2021 FDA Science Forum
A Programmatic Approach to Parsing Ingredient Lists from Consumer Packaged Goods for Effective Data Analysis
- Authors:
- Center:
-
Contributing OfficeCenter for Food Safety and Applied Nutrition
Abstract
INTRODUCTION:
Advancing technology to increase usability of ingredient list information from consumer packaged goods is of interest to both the government and private sector. Basic parsing practices do not account for valuable meta-data associated with ingredient lists. Enhancing parsing technology allows full-text ingredient labels to be divided into individual ingredient terms, while eliminating extraneous noise, preserving inter-ingredient relationships, and capturing ingredient predominance in each product.
METHODS:
Food label data was queried from products in FDA’s structured food database (FoodTrak), which includes data from four sources (Label Insight, Mintel Global New Products Database, Gladson Nutrition Database, and NuVal). Products were limited to seven grocery store-aisle-based food categories and excluded if they had no barcode identifier or ingredient list. Iterative steps were designed in structured query language (SQL) to parse full-text ingredient labels while maintaining their relational hierarchy. These queries transformed ingredient lists containing separators such as commas, colons, conjunctions, or parenthetical sub-ingredient listings into exclusively comma separated lists for parsing in a layered approach.
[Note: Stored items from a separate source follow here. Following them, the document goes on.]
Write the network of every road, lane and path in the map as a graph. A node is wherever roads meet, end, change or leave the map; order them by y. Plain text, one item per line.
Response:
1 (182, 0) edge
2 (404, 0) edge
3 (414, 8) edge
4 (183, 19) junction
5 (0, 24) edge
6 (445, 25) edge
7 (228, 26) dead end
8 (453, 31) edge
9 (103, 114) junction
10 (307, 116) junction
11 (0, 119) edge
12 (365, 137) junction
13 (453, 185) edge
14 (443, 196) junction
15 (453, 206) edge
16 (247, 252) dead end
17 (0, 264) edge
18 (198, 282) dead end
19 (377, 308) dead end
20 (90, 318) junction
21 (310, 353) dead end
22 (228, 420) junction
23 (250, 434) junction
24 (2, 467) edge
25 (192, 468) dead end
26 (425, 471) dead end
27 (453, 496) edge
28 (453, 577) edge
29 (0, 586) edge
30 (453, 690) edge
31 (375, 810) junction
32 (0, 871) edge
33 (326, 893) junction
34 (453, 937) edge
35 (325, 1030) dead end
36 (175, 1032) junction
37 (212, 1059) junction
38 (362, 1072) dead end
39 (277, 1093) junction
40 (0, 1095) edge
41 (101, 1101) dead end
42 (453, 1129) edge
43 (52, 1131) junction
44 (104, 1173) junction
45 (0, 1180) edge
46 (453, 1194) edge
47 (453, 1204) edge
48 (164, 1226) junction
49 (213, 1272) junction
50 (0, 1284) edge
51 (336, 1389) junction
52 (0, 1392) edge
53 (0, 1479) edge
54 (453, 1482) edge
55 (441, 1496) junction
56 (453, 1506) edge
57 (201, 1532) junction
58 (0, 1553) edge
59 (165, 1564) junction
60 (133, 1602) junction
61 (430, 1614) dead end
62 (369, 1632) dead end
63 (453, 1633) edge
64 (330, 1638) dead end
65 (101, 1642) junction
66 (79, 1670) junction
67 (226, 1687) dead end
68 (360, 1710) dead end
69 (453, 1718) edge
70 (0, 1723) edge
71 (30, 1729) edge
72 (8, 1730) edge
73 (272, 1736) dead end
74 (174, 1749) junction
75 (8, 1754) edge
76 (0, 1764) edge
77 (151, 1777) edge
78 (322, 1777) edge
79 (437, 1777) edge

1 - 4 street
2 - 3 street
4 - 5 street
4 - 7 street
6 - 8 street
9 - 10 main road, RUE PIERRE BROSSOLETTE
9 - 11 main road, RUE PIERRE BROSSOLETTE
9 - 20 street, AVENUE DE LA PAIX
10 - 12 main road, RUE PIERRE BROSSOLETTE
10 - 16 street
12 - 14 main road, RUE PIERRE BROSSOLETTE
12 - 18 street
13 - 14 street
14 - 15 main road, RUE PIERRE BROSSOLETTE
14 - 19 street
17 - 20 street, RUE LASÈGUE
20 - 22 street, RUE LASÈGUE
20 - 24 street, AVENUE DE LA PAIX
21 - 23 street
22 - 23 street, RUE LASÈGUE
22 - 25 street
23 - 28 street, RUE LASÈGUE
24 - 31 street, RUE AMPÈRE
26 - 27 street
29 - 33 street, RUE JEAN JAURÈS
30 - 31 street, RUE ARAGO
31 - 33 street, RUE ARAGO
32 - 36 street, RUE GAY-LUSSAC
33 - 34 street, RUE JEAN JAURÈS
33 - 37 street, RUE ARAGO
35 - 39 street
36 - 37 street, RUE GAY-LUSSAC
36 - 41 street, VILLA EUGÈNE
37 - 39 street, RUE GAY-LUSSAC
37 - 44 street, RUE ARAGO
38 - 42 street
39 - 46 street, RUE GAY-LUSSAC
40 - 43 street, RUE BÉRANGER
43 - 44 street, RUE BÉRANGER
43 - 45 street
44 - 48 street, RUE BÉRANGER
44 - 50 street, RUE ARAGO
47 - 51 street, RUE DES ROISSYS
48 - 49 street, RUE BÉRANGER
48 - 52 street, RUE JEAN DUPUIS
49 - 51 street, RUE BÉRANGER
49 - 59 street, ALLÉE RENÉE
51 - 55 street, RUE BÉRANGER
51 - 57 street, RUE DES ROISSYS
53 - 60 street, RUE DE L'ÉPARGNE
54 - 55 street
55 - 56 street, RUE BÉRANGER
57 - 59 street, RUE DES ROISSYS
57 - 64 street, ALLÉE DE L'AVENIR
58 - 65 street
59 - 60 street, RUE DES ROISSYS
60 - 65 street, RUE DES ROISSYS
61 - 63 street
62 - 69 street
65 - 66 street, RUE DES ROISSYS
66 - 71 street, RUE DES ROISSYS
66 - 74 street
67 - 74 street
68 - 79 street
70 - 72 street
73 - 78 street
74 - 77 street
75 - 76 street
Three tables of specific terms– the REMOVE registry, CONVERT registry, and EXEMPT registry- were manually created during logic development to update queries and mitigate terms that did not adhere to the comma-based parsing structure.
RESULTS:
205,176 product records qualified for parsing. Products were categorized as bread (16%), condiments (10%), cookies (18%), crackers (8%), frozen meals (18%), ice cream (19%), and soup (11%). Parsing resulted in 86,808 unique ingredient terms, with an average 17,954 ingredient terms per category.
DISCUSSION/CONCLUSION:
The resulting parsing technology enabled users to quickly query products containing a specific ingredient, identify related ingredient terms, and view contextual descriptions of the ingredient on the label. Applying this parsing technology has many applications in big data: one use case is presented in the context of allergen research to identify products containing the top eight allergens described in the Food Allergen Labeling and Consumer Protection Act (FALCPA). Future goals include utilizing the resulting unique list of parsed terms to build a comprehensive food label ingredient thesaurus from synonymous terms, find connections between co-occurring ingredient terms, and contribute towards effective post-market ingredient analyses while supporting other FDA databases.